28 June 2012 20:59 [Source: ICIS news]
MEDELLIN, Colombia (ICIS)--Import restrictions imposed by the Argentine government are driving local polymer demand and fuelling market growth, consulting firm Frost & Sullivan said on Thursday.
According to the company’s expectations, polymer sales volumes will witness a 3.9% compound annual growth rate 2012-2018, reaching 30,400 tonnes by 2018.
“Import restrictions, unofficially set to stay in place until Argentina can pay its national debt, are increasing local demand,” said Frost & Sullivan analyst Hernan Cavarra. “This should fuel local polymer production as well.”
Frost & Sullivan cited the replacement of traditional materials and the search for performance improvement and eco-friendly solutions as additional factors that are boosting demand in the Argentine polymer market.
However, the company emphasised that long-term market growth is dependent on Argentina’s ability to resolve domestic energy deficits.

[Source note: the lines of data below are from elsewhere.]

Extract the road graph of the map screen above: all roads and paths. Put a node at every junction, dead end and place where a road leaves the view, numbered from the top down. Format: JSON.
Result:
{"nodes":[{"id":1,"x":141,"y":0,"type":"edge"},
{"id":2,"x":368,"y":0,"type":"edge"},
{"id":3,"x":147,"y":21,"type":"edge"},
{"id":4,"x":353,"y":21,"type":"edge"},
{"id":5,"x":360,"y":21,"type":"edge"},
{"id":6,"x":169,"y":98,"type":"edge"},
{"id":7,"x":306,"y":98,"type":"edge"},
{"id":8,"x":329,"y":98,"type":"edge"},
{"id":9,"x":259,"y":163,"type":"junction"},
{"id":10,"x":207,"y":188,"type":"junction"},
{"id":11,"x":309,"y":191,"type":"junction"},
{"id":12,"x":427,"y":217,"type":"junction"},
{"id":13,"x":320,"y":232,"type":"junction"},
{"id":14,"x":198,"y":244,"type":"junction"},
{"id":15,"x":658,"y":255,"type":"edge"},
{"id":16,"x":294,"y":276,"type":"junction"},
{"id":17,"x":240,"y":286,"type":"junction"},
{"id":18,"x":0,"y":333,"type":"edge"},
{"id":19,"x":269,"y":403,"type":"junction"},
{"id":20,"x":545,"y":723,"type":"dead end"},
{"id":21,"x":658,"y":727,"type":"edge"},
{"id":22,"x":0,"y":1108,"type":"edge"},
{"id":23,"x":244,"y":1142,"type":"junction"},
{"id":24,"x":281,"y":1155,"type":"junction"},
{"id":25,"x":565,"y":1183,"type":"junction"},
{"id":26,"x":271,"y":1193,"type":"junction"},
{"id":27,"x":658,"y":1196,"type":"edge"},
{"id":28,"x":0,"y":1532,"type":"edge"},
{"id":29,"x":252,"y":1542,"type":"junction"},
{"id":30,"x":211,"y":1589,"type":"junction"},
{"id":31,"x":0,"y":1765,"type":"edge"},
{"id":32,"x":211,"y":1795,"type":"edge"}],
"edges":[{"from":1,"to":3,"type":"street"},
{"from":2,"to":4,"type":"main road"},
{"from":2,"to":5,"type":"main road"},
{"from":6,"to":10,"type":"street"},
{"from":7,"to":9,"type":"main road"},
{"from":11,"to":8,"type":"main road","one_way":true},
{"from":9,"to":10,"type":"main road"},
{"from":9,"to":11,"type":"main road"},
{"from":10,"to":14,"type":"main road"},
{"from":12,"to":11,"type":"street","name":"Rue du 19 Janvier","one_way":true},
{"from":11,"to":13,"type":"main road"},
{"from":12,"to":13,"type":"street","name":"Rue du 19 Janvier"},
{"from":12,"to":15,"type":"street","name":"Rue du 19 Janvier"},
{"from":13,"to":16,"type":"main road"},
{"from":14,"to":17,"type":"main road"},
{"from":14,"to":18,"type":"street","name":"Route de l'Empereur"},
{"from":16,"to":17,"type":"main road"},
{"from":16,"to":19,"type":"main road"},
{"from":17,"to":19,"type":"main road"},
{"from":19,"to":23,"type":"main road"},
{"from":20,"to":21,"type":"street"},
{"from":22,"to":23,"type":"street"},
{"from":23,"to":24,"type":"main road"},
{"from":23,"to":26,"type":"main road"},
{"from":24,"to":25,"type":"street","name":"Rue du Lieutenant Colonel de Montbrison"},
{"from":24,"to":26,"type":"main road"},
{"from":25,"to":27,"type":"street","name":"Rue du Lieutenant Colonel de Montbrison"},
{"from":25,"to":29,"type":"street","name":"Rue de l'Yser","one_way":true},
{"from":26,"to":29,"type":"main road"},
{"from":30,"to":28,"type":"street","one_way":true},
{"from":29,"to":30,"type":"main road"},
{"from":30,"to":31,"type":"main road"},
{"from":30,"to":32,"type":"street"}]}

“As long as gas supply restrictions are not solved, installed capacity will not be expanded, no new investments will be possible and trends in petrochemical market growth may decelerate,” Cavarra said.
The Argentine polymers market recovered from the 2008-09 economic crisis and stabilised in 2011, with sales worth $77.4m (€61.9m) and a volume of 23,700 tonnes, Frost & Sullivan said.
Polycarbonate (PC) and polyamide (PA) are the largest segments, having 33.7% and 30.4% of market volume respectively, mainly due to growth in the automotive sector in Argentina, the company said.
Dupont is the Argentine market leader with a 32.6% share of the market, followed by SABIC with 19.2% and Bayer with 15.6%.